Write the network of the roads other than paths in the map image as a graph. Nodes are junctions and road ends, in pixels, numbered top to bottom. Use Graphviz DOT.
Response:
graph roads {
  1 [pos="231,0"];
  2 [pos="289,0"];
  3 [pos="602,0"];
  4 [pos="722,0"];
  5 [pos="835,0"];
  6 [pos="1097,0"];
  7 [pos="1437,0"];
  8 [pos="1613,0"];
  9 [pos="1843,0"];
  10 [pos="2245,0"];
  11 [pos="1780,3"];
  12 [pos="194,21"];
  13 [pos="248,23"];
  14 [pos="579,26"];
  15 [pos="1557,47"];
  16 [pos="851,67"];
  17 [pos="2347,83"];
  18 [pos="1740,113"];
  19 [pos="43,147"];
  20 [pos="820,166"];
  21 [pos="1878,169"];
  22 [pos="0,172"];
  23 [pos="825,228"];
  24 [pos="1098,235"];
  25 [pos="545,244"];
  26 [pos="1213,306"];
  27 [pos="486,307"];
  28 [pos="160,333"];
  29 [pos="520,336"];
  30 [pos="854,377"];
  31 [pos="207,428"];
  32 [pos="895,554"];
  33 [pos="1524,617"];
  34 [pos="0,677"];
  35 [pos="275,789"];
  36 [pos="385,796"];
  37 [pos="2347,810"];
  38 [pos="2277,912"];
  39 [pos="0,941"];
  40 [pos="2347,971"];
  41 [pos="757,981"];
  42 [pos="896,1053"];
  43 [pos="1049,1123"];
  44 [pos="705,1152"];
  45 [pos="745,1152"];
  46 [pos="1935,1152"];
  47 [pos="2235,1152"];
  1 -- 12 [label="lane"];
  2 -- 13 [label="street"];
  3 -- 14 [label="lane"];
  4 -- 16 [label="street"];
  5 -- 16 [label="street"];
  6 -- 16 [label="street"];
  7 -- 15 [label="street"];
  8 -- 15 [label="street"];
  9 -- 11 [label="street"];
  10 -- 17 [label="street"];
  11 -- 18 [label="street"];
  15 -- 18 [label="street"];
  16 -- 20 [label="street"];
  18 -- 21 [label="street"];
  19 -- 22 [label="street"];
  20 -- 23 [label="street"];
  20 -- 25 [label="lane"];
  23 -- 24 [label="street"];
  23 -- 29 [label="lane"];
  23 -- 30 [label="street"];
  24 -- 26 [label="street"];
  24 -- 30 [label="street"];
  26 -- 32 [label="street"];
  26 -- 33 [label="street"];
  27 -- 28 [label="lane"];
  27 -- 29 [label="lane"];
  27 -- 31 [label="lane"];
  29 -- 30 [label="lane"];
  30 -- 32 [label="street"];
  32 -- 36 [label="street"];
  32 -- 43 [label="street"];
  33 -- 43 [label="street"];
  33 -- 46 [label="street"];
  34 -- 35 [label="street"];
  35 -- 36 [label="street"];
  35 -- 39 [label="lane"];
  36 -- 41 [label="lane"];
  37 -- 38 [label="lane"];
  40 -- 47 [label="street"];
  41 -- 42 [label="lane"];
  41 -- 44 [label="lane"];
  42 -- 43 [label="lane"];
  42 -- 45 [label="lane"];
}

────────────────────────────────────────

## Goal of the exercise
All records above are to be returned exactly as given.

## Answer section
Write the network of the roads other than paths in the map image as a graph. Nodes are junctions and road ends, in pixels, numbered top to bottom. Use Graphviz DOT.
Response:
graph roads {
  1 [pos="231,0"];
  2 [pos="289,0"];
  3 [pos="602,0"];
  4 [pos="722,0"];
  5 [pos="835,0"];
  6 [pos="1097,0"];
  7 [pos="1437,0"];
  8 [pos="1613,0"];
  9 [pos="1843,0"];
  10 [pos="2245,0"];
  11 [pos="1780,3"];
  12 [pos="194,21"];
  13 [pos="248,23"];
  14 [pos="579,26"];
  15 [pos="1557,47"];
  16 [pos="851,67"];
  17 [pos="2347,83"];
  18 [pos="1740,113"];
  19 [pos="43,147"];
  20 [pos="820,166"];
  21 [pos="1878,169"];
  22 [pos="0,172"];
  23 [pos="825,228"];
  24 [pos="1098,235"];
  25 [pos="545,244"];
  26 [pos="1213,306"];
  27 [pos="486,307"];
  28 [pos="160,333"];
  29 [pos="520,336"];
  30 [pos="854,377"];
  31 [pos="207,428"];
  32 [pos="895,554"];
  33 [pos="1524,617"];
  34 [pos="0,677"];
  35 [pos="275,789"];
  36 [pos="385,796"];
  37 [pos="2347,810"];
  38 [pos="2277,912"];
  39 [pos="0,941"];
  40 [pos="2347,971"];
  41 [pos="757,981"];
  42 [pos="896,1053"];
  43 [pos="1049,1123"];
  44 [pos="705,1152"];
  45 [pos="745,1152"];
  46 [pos="1935,1152"];
  47 [pos="2235,1152"];
  1 -- 12 [label="lane"];
  2 -- 13 [label="street"];
  3 -- 14 [label="lane"];
  4 -- 16 [label="street"];
  5 -- 16 [label="street"];
  6 -- 16 [label="street"];
  7 -- 15 [label="street"];
  8 -- 15 [label="street"];
  9 -- 11 [label="street"];
  10 -- 17 [label="street"];
  11 -- 18 [label="street"];
  15 -- 18 [label="street"];
  16 -- 20 [label="street"];
  18 -- 21 [label="street"];
  19 -- 22 [label="street"];
  20 -- 23 [label="street"];
  20 -- 25 [label="lane"];
  23 -- 24 [label="street"];
  23 -- 29 [label="lane"];
  23 -- 30 [label="street"];
  24 -- 26 [label="street"];
  24 -- 30 [label="street"];
  26 -- 32 [label="street"];
  26 -- 33 [label="street"];
  27 -- 28 [label="lane"];
  27 -- 29 [label="lane"];
  27 -- 31 [label="lane"];
  29 -- 30 [label="lane"];
  30 -- 32 [label="street"];
  32 -- 36 [label="street"];
  32 -- 43 [label="street"];
  33 -- 43 [label="street"];
  33 -- 46 [label="street"];
  34 -- 35 [label="street"];
  35 -- 36 [label="street"];
  35 -- 39 [label="lane"];
  36 -- 41 [label="lane"];
  37 -- 38 [label="lane"];
  40 -- 47 [label="street"];
  41 -- 42 [label="lane"];
  41 -- 44 [label="lane"];
  42 -- 43 [label="lane"];
  42 -- 45 [label="lane"];
}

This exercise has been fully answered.